Meu irmão junto de Timothée, Anna, Ella, Adrian, Zendaya, Sophie e mais alguns amigos estavam indo embora. Eles estavam animados, algumas das meninas carregavam seus saltos nas mãos, enquanto que os garotos estavam sem o blazer, com as mangas das camisas arregaçadas e seus cabelos bagunçados. Eu acompanhei eles pelo lobby e quando o último entrou em um dos três uber que eu tinha chamado para levar cada um ali pra casa, eu finalmente voltei a subir até o último andar do prédio.
Hailee estava limpando o glitter que tínhamos usado na noite anterior no corpo, no rosto e na decoração, e que agora estava espalhado por todos os cantos do apartamento.
A noite tinha sido passada ao som de muita música antiga e nova e em algum momento da noite todos ali viraram uma bagunça.

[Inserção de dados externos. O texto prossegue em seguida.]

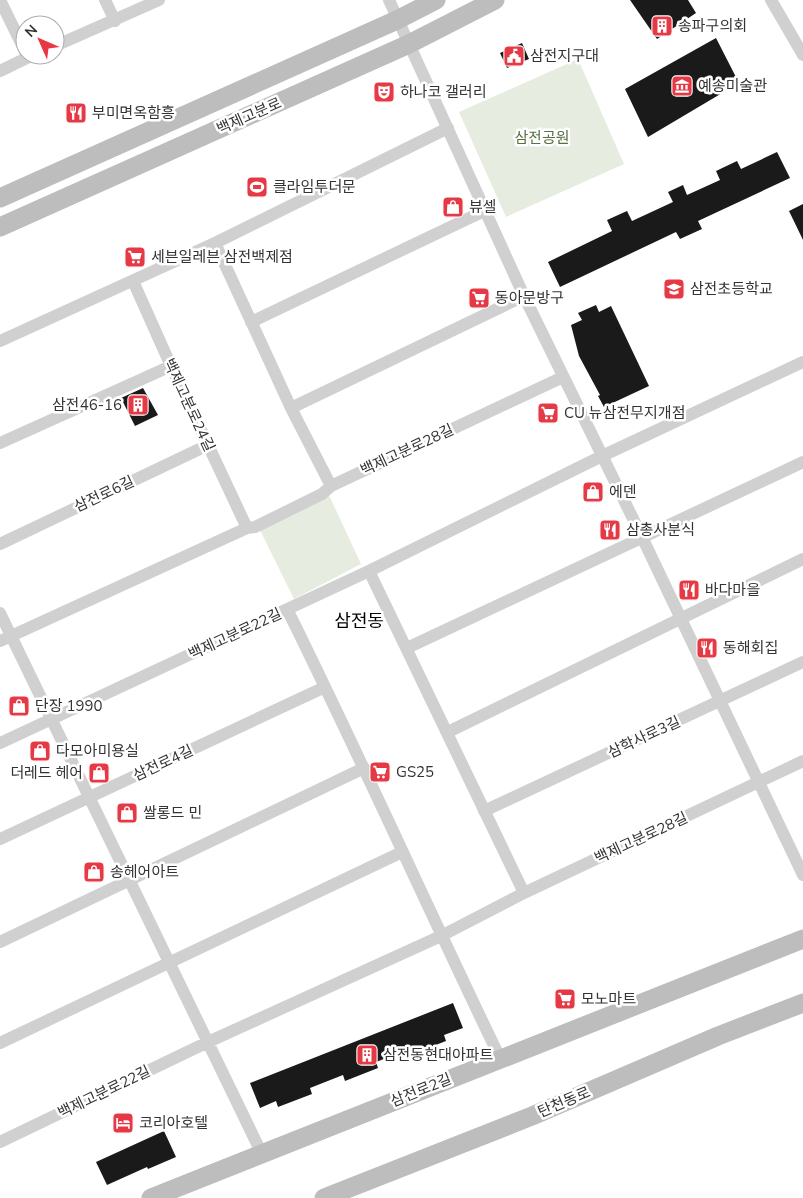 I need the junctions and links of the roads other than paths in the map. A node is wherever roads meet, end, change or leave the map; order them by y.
1 (0, 0) edge
2 (105, 0) edge
3 (159, 0) edge
4 (389, 0) edge
5 (436, 0) edge
6 (495, 0) edge
7 (771, 0) edge
8 (397, 20) junction
9 (115, 21) junction
10 (15, 29) edge
11 (65, 42) edge
12 (409, 44) junction
13 (803, 55) edge
14 (15, 62) edge
15 (0, 71) edge
16 (448, 128) junction
17 (0, 198) edge
18 (484, 210) junction
19 (0, 227) edge
20 (215, 244) junction
21 (133, 281) junction
22 (524, 296) junction
23 (251, 322) junction
24 (0, 341) edge
25 (803, 362) edge
26 (170, 366) junction
27 (563, 377) junction
28 (291, 408) junction
29 (0, 443) edge
30 (208, 444) junction
31 (602, 456) junction
32 (803, 462) edge
33 (331, 486) junction
34 (247, 528) junction
35 (642, 538) junction
36 (0, 544) edge
37 (803, 559) edge
38 (369, 570) junction
39 (287, 610) junction
40 (0, 613) edge
41 (680, 620) junction
42 (5, 639) edge
43 (407, 648) junction
44 (803, 662) edge
45 (325, 687) junction
46 (719, 702) junction
47 (50, 720) junction
48 (448, 732) junction
49 (0, 743) edge
50 (803, 762) edge
51 (364, 768) junction
52 (759, 782) junction
53 (88, 798) junction
54 (484, 811) junction
55 (0, 839) edge
56 (798, 850) edge
57 (402, 852) junction
58 (803, 876) edge
59 (128, 879) junction
60 (524, 894) junction
61 (441, 936) junction
62 (803, 939) edge
63 (0, 942) edge
64 (169, 962) junction
65 (803, 1002) edge
66 (208, 1042) junction
67 (0, 1043) edge
68 (500, 1058) junction
69 (0, 1142) edge
70 (262, 1154) junction
71 (151, 1198) edge
72 (324, 1198) edge

1 - 10 street
2 - 9 street
3 - 9 street
4 - 8 street
5 - 8 street, 백제고분로
6 - 12 street, 백제고분로
7 - 13 street
8 - 12 street
8 - 17 street, 백제고분로
9 - 11 street
12 - 16 street
12 - 19 street, 백제고분로
14 - 15 street
16 - 18 street
16 - 20 street
18 - 22 street
18 - 23 street
20 - 21 street
20 - 23 street
21 - 24 street
21 - 26 street, 백제고분로24길
22 - 27 street
22 - 28 street
23 - 28 street
25 - 31 street
26 - 29 street
26 - 30 street, 백제고분로24길
27 - 31 street
27 - 33 street, 백제고분로28길
28 - 33 street
30 - 34 street, 백제고분로24길
30 - 36 street, 삼전로6길
31 - 35 street
31 - 38 street
32 - 35 street
33 - 34 street
34 - 42 street
35 - 41 street
35 - 43 street
37 - 41 street
38 - 39 street
38 - 43 street
39 - 45 street, 백제고분로22길
39 - 47 street, 백제고분로22길
40 - 42 street
41 - 46 street
41 - 48 street
42 - 47 street
43 - 48 street
44 - 46 street, 삼학사로3길
45 - 51 street, 백제고분로22길
45 - 53 street, 삼전로4길
46 - 52 street
46 - 54 street, 삼학사로3길
47 - 49 street, 백제고분로22길
47 - 53 street
48 - 54 street
50 - 52 street, 백제고분로28길
51 - 57 street, 백제고분로22길
51 - 59 street
52 - 56 street
52 - 60 street, 백제고분로28길
53 - 55 street, 삼전로4길
53 - 59 street
54 - 60 street
56 - 58 street
57 - 61 street, 백제고분로22길
57 - 64 street
59 - 63 street
59 - 64 street
60 - 61 street, 백제고분로28길
61 - 66 street, 백제고분로22길
61 - 68 street, 백제고분로22길
62 - 68 street, 삼전로2길
64 - 66 street
64 - 67 street
65 - 72 street, 탄천동로
66 - 69 street, 백제고분로22길
66 - 70 street
68 - 70 street, 삼전로2길
70 - 71 street, 삼전로2길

Haviam várias garrafas de bebida vazias na mesinha de centro da sala e muitas outras na bancada da cozinha, além dos copos descartáveis vermelhos que enchiam o lixo da cozinha.

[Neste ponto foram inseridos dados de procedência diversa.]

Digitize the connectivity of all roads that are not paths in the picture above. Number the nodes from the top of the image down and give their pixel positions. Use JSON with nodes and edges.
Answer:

No chão da sala, no sofá e na pequena mesa de apoio ao lado da poltrona tinha algumas câmeras instantâneas, essas que eram uma paixão de Hailee, e perto delas várias fotos que tínhamos tirado durante a noite, além das velas decorativas espalhadas por ali, que tinham pingado cera no chão de madeira.
Nosso apartamento estava uma bagunça e durante toda aquela manhã eu e Hailee limpamos tudo enquanto falávamos da noite anterior.

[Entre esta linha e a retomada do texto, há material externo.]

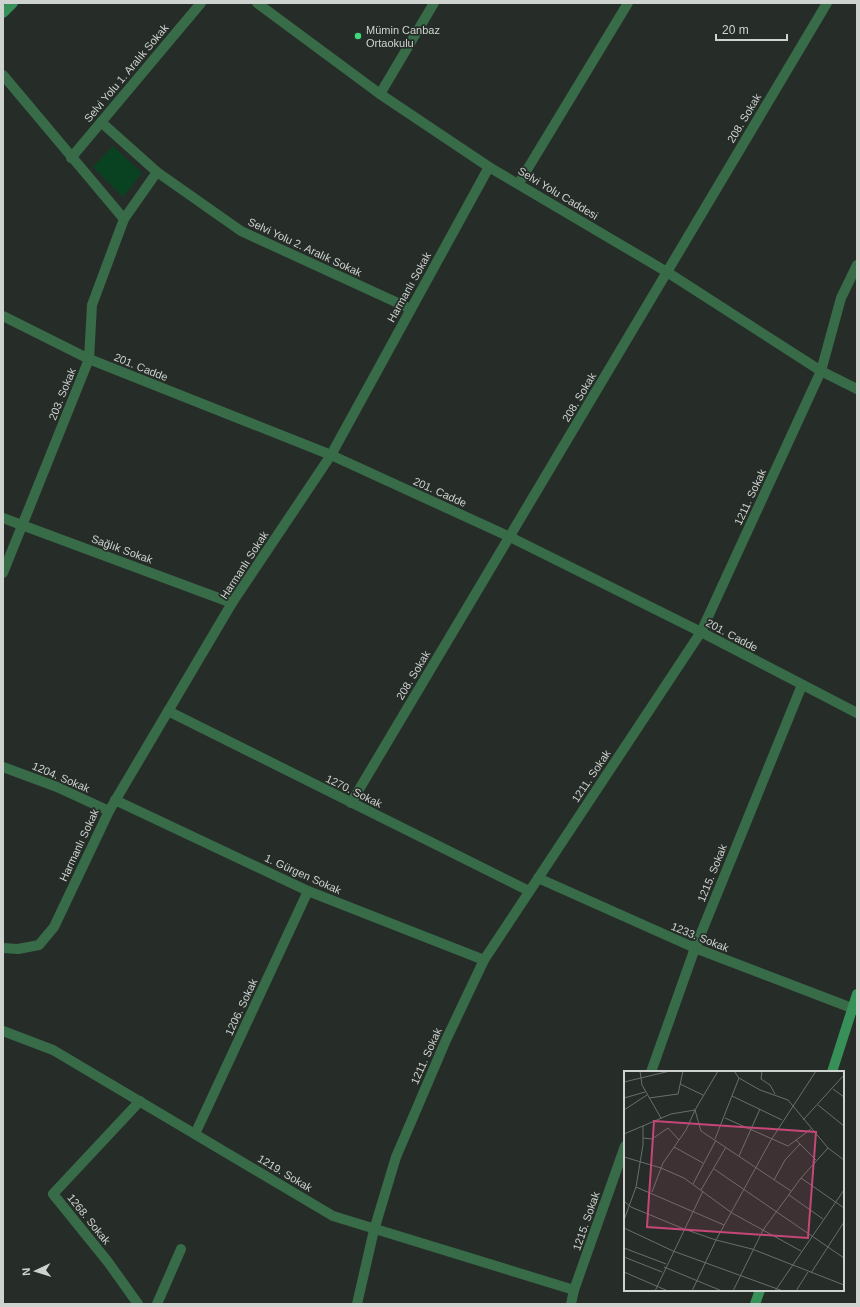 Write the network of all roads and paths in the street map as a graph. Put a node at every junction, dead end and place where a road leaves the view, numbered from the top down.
1 (13, 3) edge
2 (201, 3) edge
3 (257, 3) edge
4 (434, 3) edge
5 (628, 3) edge
6 (827, 3) edge
7 (3, 13) edge
8 (3, 75) edge
9 (380, 94) junction
10 (100, 122) junction
11 (71, 158) junction
12 (489, 167) junction
13 (157, 172) junction
14 (519, 183) junction
15 (124, 219) junction
16 (857, 265) edge
17 (667, 272) junction
18 (411, 309) junction
19 (3, 316) edge
20 (89, 359) junction
21 (821, 371) junction
22 (857, 389) edge
23 (331, 455) junction
24 (3, 518) edge
25 (22, 525) junction
26 (510, 537) junction
27 (3, 573) edge
28 (232, 603) junction
29 (701, 632) junction
30 (802, 685) junction
31 (168, 711) junction
32 (857, 713) edge
33 (3, 767) edge
34 (116, 800) junction
35 (351, 803) junction
36 (109, 811) junction
37 (538, 878) junction
38 (308, 891) junction
39 (529, 891) junction
40 (3, 948) edge
41 (695, 948) junction
42 (484, 960) junction
43 (857, 994) edge
44 (855, 1009) edge
45 (3, 1031) edge
46 (651, 1071) edge
47 (832, 1071) edge
48 (140, 1102) junction
49 (196, 1134) junction
50 (624, 1149) edge
51 (374, 1230) junction
52 (180, 1249) dead end
53 (574, 1290) junction
54 (760, 1291) edge
55 (138, 1304) edge
56 (157, 1304) edge
57 (357, 1304) edge
58 (571, 1304) edge
59 (755, 1304) edge

1 - 7 main road
2 - 10 street, Selvi Yolu 1. Aralık Sokak
3 - 9 street, Selvi Yolu Caddesi
4 - 9 street
5 - 14 street
6 - 17 street, 208. Sokak
8 - 11 street
9 - 12 street, Selvi Yolu Caddesi
10 - 11 street, Selvi Yolu 1. Aralık Sokak
10 - 13 street, Selvi Yolu 2. Aralık Sokak
11 - 15 street
12 - 14 street, Selvi Yolu Caddesi
12 - 18 street, Harmanlı Sokak
13 - 15 street, 203. Sokak
13 - 18 street, Selvi Yolu 2. Aralık Sokak
14 - 17 street, Selvi Yolu Caddesi
15 - 20 street, 203. Sokak
16 - 21 street, 1211. Sokak
17 - 21 street, Selvi Yolu Caddesi
17 - 26 street, 208. Sokak
18 - 23 street, Harmanlı Sokak
19 - 20 street, 201. Cadde
20 - 23 street, 201. Cadde
20 - 25 street, 203. Sokak
21 - 22 street, Selvi Yolu Caddesi
21 - 29 street, 1211. Sokak
23 - 26 street, 201. Cadde
23 - 28 street, Harmanlı Sokak
24 - 25 street, Sağlık Sokak
25 - 27 street, 203. Sokak
25 - 28 street, Sağlık Sokak
26 - 29 street, 201. Cadde
26 - 35 street, 208. Sokak
28 - 31 street, Harmanlı Sokak
29 - 30 street, 201. Cadde
29 - 37 street, 1211. Sokak
30 - 32 street, 201. Cadde
30 - 41 street, 1215. Sokak
31 - 34 street, Harmanlı Sokak
31 - 35 street, 1270. Sokak
33 - 36 street, 1204. Sokak
34 - 36 street, Harmanlı Sokak
34 - 38 street, 1. Gürgen Sokak
35 - 39 street, 1270. Sokak
36 - 40 street, Harmanlı Sokak
37 - 39 street, 1211. Sokak
37 - 41 street, 1233. Sokak
38 - 42 street, 1. Gürgen Sokak
38 - 49 street, 1206. Sokak
39 - 42 street, 1211. Sokak
41 - 44 street, 1233. Sokak
41 - 46 street, 1215. Sokak
42 - 51 street, 1211. Sokak
43 - 44 main road
44 - 47 main road
45 - 48 street, 1219. Sokak
48 - 49 street, 1219. Sokak
48 - 55 street, 1268. Sokak
49 - 51 street, 1219. Sokak
50 - 53 street, 1215. Sokak
51 - 53 street, 1219. Sokak
51 - 57 street, 1211. Sokak
52 - 56 street
53 - 58 street, 1215. Sokak
54 - 59 main road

Quando tudo estava perfeito, sem sinal de que tinha acontecido uma celebração por ali e Hailee e eu estávamos devidamente arrumadas também, em nossos pijamas em que passaríamos aquele dia, ela me puxou para si e nos deitamos no sofá da sala. Ela virada para cima e eu de lado, a abraçando, com meu rosto mergulhado no pescoço dela.
Não falamos nada por um bom tempo e o silêncio não parecia incômodo, pelo contrário, era quase confortável.
— Eu te amo — Hailee sussurrou de repente, e eu sorri contra o pescoço dela, para então deixar um beijo carinhoso ali.
— Eu também te amo — sussurrei de volta.
— E esse último ano foi perfeito — ela continuou falando — Eu espero que isso dure para sempre, que a gente dure pra sempre, mesmo quando for difícil e mesmo quando estivermos cometendo erros. Eu já te disse isso uma vez, mas eu vou repetir, eu quero você por completo, sempre, eu quero seus dias, suas noites, todas as suas madrugadas, e eu quero isso, eu quero estar fazendo essas pequenas coisas com você, no próximo ano, no outro, no outro... E pelo restante da minha vida.